Given data:
|---|

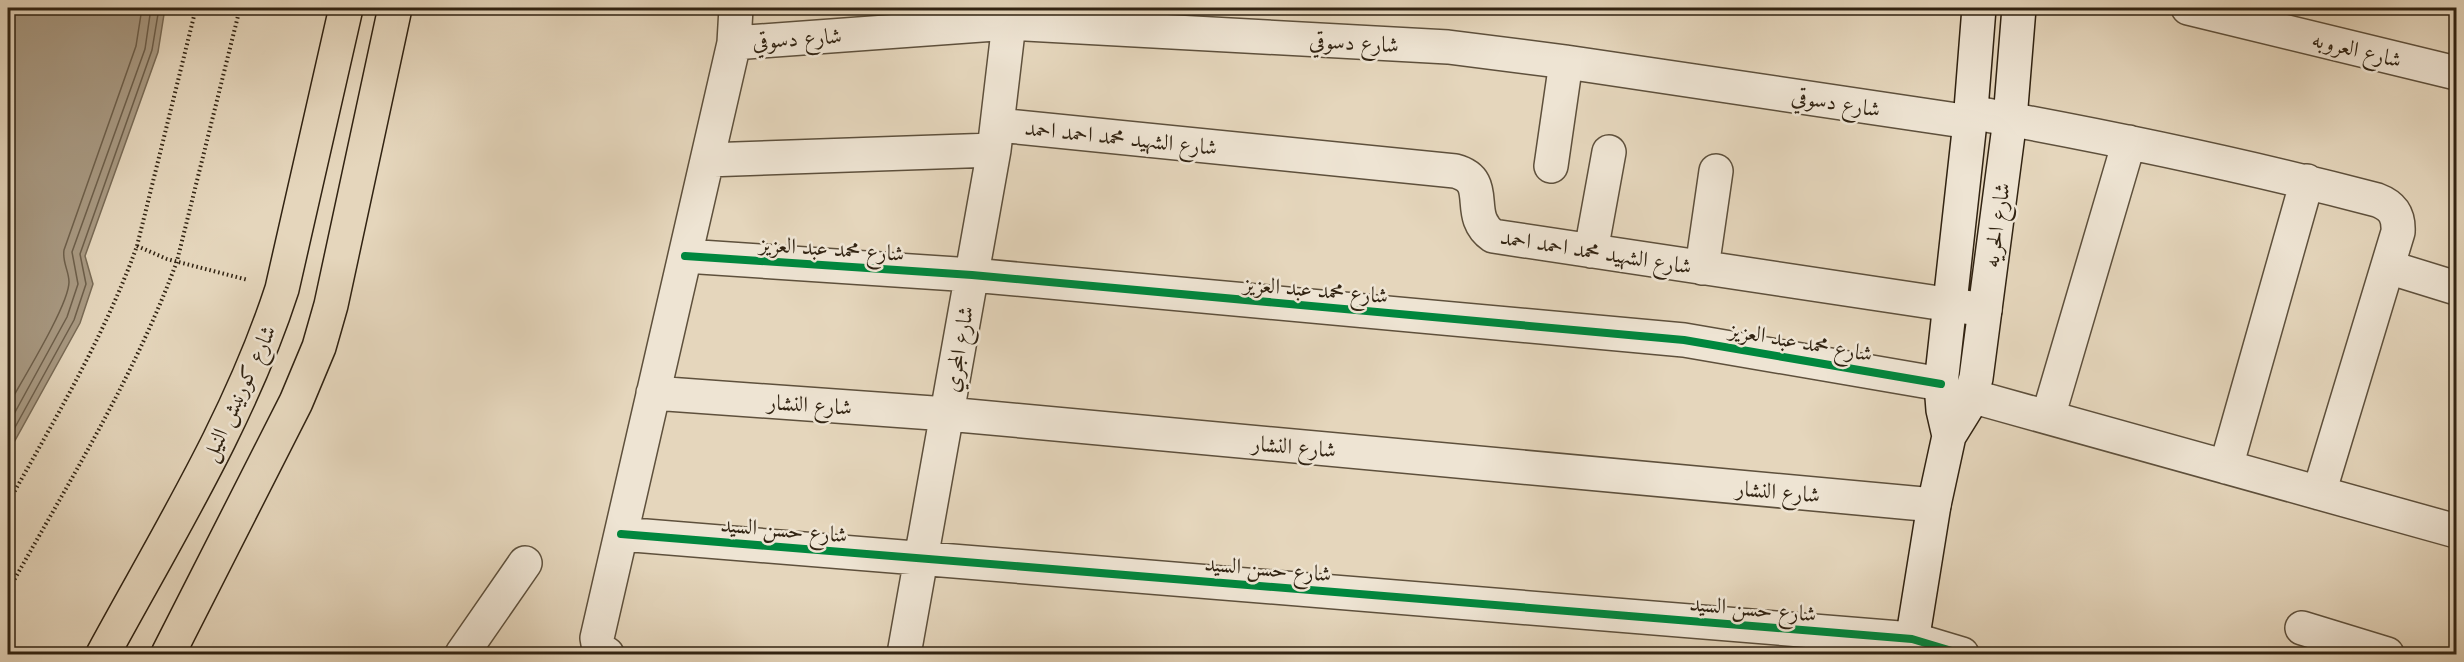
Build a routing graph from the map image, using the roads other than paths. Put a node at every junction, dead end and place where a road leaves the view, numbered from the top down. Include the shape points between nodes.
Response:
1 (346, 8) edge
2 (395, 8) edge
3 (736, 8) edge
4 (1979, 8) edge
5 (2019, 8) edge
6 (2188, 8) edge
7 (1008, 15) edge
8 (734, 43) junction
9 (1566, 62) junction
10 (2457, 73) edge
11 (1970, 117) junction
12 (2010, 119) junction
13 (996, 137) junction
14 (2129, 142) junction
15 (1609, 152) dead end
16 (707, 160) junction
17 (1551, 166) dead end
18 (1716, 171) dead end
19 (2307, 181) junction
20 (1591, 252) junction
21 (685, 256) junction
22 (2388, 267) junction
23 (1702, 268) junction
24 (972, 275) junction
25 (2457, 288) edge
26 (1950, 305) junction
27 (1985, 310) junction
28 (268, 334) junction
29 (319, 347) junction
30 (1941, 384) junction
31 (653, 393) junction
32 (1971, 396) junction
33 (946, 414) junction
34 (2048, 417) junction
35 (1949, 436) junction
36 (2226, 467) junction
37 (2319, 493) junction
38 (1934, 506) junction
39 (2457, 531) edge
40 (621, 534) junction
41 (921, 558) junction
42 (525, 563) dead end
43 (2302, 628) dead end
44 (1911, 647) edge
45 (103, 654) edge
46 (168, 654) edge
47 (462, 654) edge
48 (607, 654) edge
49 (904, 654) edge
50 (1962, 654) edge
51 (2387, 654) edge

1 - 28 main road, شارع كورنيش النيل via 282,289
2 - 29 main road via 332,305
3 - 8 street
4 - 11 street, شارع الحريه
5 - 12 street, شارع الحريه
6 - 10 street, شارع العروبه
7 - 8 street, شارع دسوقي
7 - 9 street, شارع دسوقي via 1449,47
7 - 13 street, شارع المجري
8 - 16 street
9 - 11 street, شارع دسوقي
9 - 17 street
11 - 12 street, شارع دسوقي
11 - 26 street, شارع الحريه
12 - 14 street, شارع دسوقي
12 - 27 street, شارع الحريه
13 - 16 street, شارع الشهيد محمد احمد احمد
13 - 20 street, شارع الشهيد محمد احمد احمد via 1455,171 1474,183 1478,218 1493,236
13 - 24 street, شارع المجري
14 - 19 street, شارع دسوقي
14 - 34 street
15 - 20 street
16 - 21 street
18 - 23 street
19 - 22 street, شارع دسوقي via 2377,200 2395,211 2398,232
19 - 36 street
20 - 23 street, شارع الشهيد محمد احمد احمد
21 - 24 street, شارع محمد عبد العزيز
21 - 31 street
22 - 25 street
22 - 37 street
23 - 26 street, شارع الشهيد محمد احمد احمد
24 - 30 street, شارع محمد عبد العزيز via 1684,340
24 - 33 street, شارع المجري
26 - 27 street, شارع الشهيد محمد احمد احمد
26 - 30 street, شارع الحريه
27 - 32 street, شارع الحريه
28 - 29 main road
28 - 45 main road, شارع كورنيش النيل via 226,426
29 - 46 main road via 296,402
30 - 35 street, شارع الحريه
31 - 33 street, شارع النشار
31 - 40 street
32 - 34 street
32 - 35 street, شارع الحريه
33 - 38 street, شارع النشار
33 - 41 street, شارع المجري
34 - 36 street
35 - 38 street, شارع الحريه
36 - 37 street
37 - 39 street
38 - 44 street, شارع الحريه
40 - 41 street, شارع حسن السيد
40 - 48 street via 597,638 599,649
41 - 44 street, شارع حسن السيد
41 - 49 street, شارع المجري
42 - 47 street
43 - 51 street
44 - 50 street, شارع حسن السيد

|---|

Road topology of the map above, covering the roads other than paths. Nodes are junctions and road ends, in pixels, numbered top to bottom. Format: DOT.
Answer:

|---|

What the task requires:
Where in the listing does the string "than" appear? Copy every line that has it.

Solution for this problem:
Build a routing graph from the map image, using the roads other than paths. Put a node at every junction, dead end and place where a road leaves the view, numbered from the top down. Include the shape points between nodes.
Road topology of the map above, covering the roads other than paths. Nodes are junctions and road ends, in pixels, numbered top to bottom. Format: DOT.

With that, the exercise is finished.